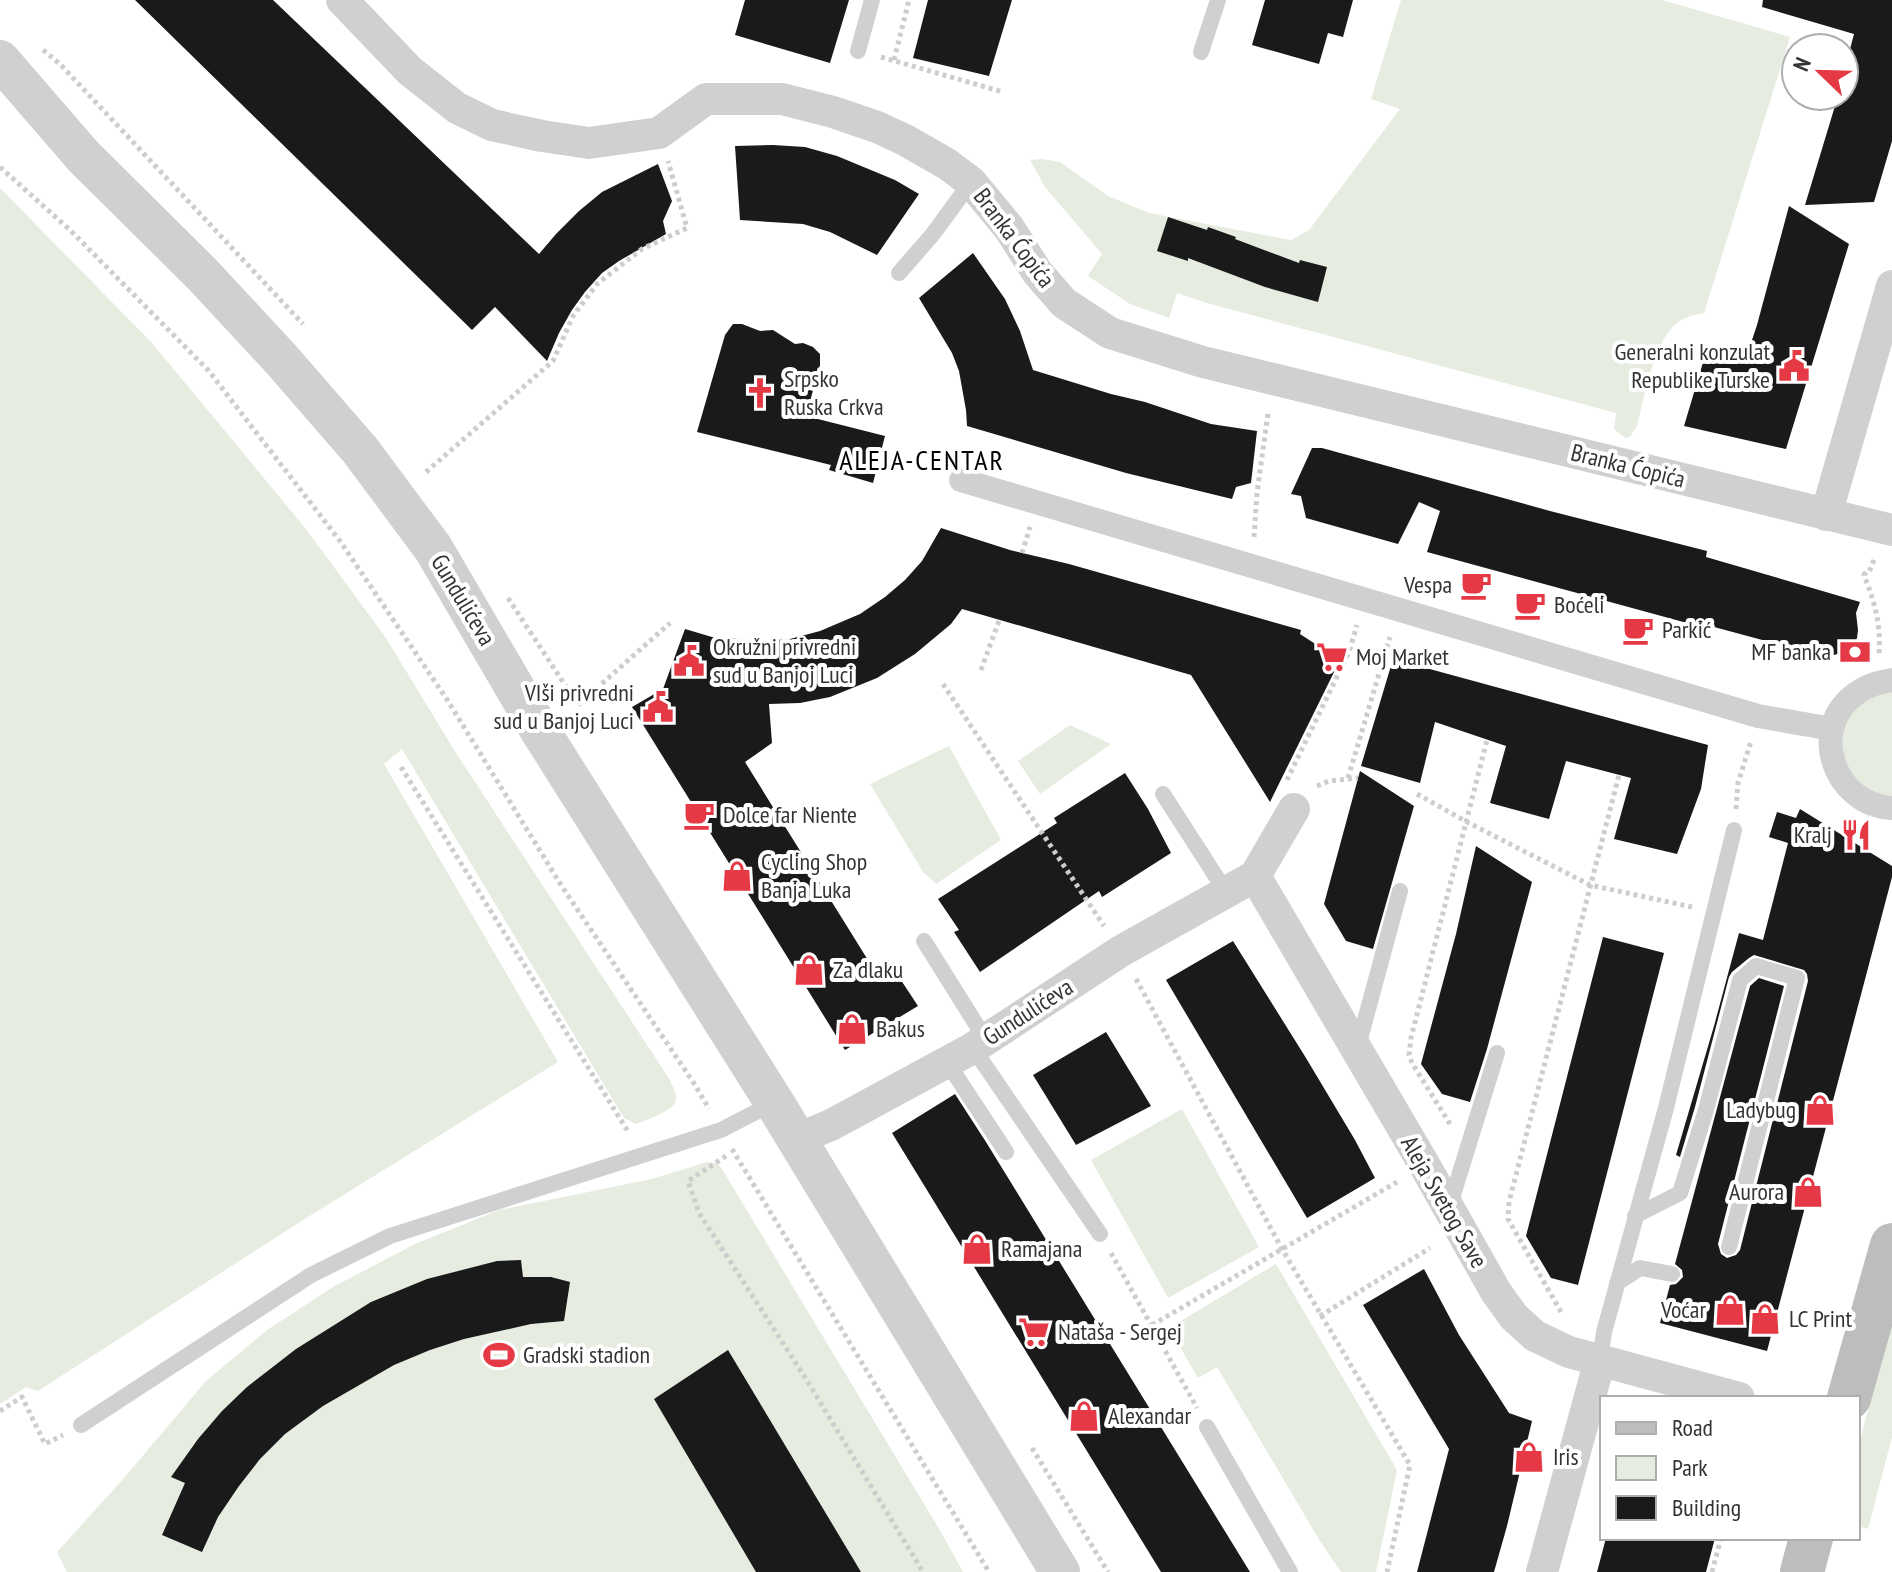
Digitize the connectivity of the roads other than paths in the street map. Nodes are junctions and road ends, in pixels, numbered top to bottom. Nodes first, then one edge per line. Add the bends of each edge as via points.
1 (342, 0) edge
2 (872, 0) edge
3 (1218, 0) edge
4 (0, 49) edge
5 (858, 51) road end
6 (1201, 52) dead end
7 (0, 60) edge
8 (0, 84) edge
9 (0, 94) edge
10 (83, 156) junction
11 (971, 182) junction
12 (899, 273) dead end
13 (1892, 286) edge
14 (961, 480) dead end
15 (1826, 515) junction
16 (1887, 529) edge
17 (1892, 680) edge
18 (1832, 729) junction
19 (1163, 794) dead end
20 (1288, 799) road end
21 (1892, 808) edge
22 (1734, 830) road end
23 (1255, 876) junction
24 (1400, 891) dead end
25 (1226, 892) junction
26 (924, 941) dead end
27 (969, 1050) junction
28 (1357, 1051) junction
29 (1497, 1053) dead end
30 (774, 1102) junction
31 (797, 1139) junction
32 (1006, 1152) dead end
33 (1449, 1210) junction
34 (1635, 1216) junction
35 (1100, 1234) road end
36 (1892, 1245) edge
37 (1729, 1247) dead end
38 (1672, 1274) dead end
39 (1617, 1283) junction
40 (1600, 1360) junction
41 (1732, 1396) edge
42 (1850, 1396) edge
43 (81, 1425) road end
44 (1207, 1427) road end
45 (1810, 1540) edge
46 (1060, 1572) edge
47 (1290, 1572) edge
48 (1542, 1572) edge
49 (1802, 1572) edge

1 - 11 street, Branka Ćopića via 410,71 457,108 492,125 589,143 659,133 706,99 782,99 905,140
2 - 5 lane
3 - 6 lane
4 - 10 street, Gundulićeva
7 - 10 street, Gundulićeva
8 - 10 street, Gundulićeva
9 - 10 street, Gundulićeva
10 - 30 street, Gundulićeva via 281,359 360,450 433,548 539,729
11 - 12 lane
11 - 15 street, Branka Ćopića via 1064,303 1110,333 1203,362
13 - 15 street
14 - 18 street via 1758,716
15 - 16 street, Branka Ćopića
17 - 18 street via 1855,693
18 - 21 street via 1830,750 1846,787 1862,800
19 - 25 lane
20 - 23 street
22 - 34 lane
23 - 25 street, Gundulićeva
23 - 28 street, Aleja Svetog Save
24 - 28 lane
25 - 27 street, Gundulićeva via 1121,951
26 - 27 lane
27 - 31 street, Gundulićeva
27 - 32 lane
27 - 35 lane
28 - 33 street, Aleja Svetog Save
29 - 33 lane
30 - 31 street, Gundulićeva
30 - 43 lane via 721,1130 390,1236 311,1275
31 - 46 street, Gundulićeva
33 - 40 street, Aleja Svetog Save via 1496,1292 1527,1331 1569,1352
34 - 37 lane via 1680,1193 1740,980 1756,966 1797,978
34 - 39 lane
36 - 42 main road
38 - 39 lane via 1640,1268
39 - 40 lane
40 - 41 street, Aleja Svetog Save
40 - 48 street
44 - 47 lane
45 - 49 main road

ACTION ITEM:
Excluding the pictures, output every entry above without alteration.

EXERCISE ANSWER:
Digitize the connectivity of the roads other than paths in the street map. Nodes are junctions and road ends, in pixels, numbered top to bottom. Nodes first, then one edge per line. Add the bends of each edge as via points.
1 (342, 0) edge
2 (872, 0) edge
3 (1218, 0) edge
4 (0, 49) edge
5 (858, 51) road end
6 (1201, 52) dead end
7 (0, 60) edge
8 (0, 84) edge
9 (0, 94) edge
10 (83, 156) junction
11 (971, 182) junction
12 (899, 273) dead end
13 (1892, 286) edge
14 (961, 480) dead end
15 (1826, 515) junction
16 (1887, 529) edge
17 (1892, 680) edge
18 (1832, 729) junction
19 (1163, 794) dead end
20 (1288, 799) road end
21 (1892, 808) edge
22 (1734, 830) road end
23 (1255, 876) junction
24 (1400, 891) dead end
25 (1226, 892) junction
26 (924, 941) dead end
27 (969, 1050) junction
28 (1357, 1051) junction
29 (1497, 1053) dead end
30 (774, 1102) junction
31 (797, 1139) junction
32 (1006, 1152) dead end
33 (1449, 1210) junction
34 (1635, 1216) junction
35 (1100, 1234) road end
36 (1892, 1245) edge
37 (1729, 1247) dead end
38 (1672, 1274) dead end
39 (1617, 1283) junction
40 (1600, 1360) junction
41 (1732, 1396) edge
42 (1850, 1396) edge
43 (81, 1425) road end
44 (1207, 1427) road end
45 (1810, 1540) edge
46 (1060, 1572) edge
47 (1290, 1572) edge
48 (1542, 1572) edge
49 (1802, 1572) edge

1 - 11 street, Branka Ćopića via 410,71 457,108 492,125 589,143 659,133 706,99 782,99 905,140
2 - 5 lane
3 - 6 lane
4 - 10 street, Gundulićeva
7 - 10 street, Gundulićeva
8 - 10 street, Gundulićeva
9 - 10 street, Gundulićeva
10 - 30 street, Gundulićeva via 281,359 360,450 433,548 539,729
11 - 12 lane
11 - 15 street, Branka Ćopića via 1064,303 1110,333 1203,362
13 - 15 street
14 - 18 street via 1758,716
15 - 16 street, Branka Ćopića
17 - 18 street via 1855,693
18 - 21 street via 1830,750 1846,787 1862,800
19 - 25 lane
20 - 23 street
22 - 34 lane
23 - 25 street, Gundulićeva
23 - 28 street, Aleja Svetog Save
24 - 28 lane
25 - 27 street, Gundulićeva via 1121,951
26 - 27 lane
27 - 31 street, Gundulićeva
27 - 32 lane
27 - 35 lane
28 - 33 street, Aleja Svetog Save
29 - 33 lane
30 - 31 street, Gundulićeva
30 - 43 lane via 721,1130 390,1236 311,1275
31 - 46 street, Gundulićeva
33 - 40 street, Aleja Svetog Save via 1496,1292 1527,1331 1569,1352
34 - 37 lane via 1680,1193 1740,980 1756,966 1797,978
34 - 39 lane
36 - 42 main road
38 - 39 lane via 1640,1268
39 - 40 lane
40 - 41 street, Aleja Svetog Save
40 - 48 street
44 - 47 lane
45 - 49 main road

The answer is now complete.